What to work on - Below are the records; copy each line in which "that" occurs.

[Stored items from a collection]
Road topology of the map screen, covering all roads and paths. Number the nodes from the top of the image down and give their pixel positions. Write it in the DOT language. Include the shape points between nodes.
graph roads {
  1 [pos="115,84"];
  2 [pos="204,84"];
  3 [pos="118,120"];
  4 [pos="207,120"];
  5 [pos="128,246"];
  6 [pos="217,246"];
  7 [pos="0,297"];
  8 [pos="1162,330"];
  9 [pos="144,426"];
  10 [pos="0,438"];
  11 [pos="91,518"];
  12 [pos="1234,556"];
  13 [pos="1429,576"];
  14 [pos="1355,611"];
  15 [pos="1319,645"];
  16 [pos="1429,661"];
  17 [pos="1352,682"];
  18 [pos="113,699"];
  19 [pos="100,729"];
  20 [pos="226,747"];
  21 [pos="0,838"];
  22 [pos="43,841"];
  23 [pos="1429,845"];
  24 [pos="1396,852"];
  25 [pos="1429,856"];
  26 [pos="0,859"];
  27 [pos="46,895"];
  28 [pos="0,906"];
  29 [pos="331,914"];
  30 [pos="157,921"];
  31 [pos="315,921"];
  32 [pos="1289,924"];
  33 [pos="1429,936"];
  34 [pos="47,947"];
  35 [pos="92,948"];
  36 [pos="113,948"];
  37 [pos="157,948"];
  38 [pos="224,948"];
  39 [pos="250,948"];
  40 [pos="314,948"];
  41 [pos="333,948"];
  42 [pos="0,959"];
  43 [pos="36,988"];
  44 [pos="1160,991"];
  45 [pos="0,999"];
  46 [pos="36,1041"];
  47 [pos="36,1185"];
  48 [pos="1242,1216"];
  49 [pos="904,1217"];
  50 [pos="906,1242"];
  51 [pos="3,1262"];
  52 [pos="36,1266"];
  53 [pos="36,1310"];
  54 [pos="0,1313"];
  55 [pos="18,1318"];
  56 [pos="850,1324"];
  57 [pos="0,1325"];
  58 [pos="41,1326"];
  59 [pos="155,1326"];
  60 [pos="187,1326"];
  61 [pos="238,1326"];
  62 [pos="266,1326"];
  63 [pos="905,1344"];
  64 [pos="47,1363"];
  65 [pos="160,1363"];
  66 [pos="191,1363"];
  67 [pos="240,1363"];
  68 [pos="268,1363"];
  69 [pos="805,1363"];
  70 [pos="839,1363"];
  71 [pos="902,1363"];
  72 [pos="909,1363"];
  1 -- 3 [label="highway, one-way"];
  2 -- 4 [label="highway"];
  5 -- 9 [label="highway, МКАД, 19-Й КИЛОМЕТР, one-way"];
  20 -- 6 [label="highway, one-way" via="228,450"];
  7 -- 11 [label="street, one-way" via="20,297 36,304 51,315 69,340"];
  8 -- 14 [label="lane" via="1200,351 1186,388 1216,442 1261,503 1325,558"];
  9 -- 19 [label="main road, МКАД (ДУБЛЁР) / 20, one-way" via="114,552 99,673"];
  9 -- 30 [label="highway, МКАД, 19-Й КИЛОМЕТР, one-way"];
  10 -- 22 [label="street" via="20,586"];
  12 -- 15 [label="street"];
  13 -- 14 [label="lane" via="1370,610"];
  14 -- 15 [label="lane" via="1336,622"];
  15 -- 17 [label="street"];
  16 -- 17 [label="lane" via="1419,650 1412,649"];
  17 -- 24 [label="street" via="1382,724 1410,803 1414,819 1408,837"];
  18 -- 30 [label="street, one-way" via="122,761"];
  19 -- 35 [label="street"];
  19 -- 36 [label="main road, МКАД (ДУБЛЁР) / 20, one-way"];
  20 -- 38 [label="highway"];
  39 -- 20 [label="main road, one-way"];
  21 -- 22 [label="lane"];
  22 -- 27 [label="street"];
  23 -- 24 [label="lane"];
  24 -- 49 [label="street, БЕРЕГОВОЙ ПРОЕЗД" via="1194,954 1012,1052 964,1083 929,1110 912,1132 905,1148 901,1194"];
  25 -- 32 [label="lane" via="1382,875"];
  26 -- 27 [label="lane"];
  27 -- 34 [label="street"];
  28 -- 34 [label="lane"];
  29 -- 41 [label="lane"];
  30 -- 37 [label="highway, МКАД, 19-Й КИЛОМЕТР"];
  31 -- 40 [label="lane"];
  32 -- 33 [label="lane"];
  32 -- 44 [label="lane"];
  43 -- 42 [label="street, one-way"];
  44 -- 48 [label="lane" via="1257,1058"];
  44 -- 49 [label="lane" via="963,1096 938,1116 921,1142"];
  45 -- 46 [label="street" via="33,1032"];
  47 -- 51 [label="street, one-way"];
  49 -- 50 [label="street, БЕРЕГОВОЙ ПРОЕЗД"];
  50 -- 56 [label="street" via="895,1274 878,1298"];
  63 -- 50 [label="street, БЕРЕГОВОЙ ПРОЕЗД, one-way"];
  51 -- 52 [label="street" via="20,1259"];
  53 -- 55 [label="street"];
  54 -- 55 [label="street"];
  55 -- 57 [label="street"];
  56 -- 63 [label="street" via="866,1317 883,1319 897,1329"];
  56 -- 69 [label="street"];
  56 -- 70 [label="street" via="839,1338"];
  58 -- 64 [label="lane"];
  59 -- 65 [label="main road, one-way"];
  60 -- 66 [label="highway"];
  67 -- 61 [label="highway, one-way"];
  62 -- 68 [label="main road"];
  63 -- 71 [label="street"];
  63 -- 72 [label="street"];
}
--
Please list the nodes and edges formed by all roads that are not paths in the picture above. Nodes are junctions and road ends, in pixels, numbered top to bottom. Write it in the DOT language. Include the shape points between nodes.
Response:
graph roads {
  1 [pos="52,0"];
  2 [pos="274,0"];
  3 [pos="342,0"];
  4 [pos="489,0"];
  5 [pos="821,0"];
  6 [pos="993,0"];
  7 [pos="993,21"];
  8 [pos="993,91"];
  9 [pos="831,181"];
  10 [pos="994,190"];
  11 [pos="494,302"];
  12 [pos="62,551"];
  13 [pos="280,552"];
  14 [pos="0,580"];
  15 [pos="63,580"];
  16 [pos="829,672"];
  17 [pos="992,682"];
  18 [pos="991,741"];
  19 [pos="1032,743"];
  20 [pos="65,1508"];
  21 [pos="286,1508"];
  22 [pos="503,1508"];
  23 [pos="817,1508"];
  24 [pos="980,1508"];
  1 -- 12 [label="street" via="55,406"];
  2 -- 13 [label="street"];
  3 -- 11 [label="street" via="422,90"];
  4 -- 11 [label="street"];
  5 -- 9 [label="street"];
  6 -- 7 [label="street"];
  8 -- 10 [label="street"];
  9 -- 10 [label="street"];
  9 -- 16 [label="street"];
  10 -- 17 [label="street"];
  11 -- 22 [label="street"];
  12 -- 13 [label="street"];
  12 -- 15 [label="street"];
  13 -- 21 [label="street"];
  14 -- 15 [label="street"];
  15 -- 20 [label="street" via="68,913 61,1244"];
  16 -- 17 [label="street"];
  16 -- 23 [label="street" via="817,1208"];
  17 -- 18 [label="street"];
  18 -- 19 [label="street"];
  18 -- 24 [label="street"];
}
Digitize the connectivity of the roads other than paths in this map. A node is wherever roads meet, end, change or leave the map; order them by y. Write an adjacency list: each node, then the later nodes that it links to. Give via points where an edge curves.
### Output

Exercise answer -
Please list the nodes and edges formed by all roads that are not paths in the picture above. Nodes are junctions and road ends, in pixels, numbered top to bottom. Write it in the DOT language. Include the shape points between nodes.
Digitize the connectivity of the roads other than paths in this map. A node is wherever roads meet, end, change or leave the map; order them by y. Write an adjacency list: each node, then the later nodes that it links to. Give via points where an edge curves.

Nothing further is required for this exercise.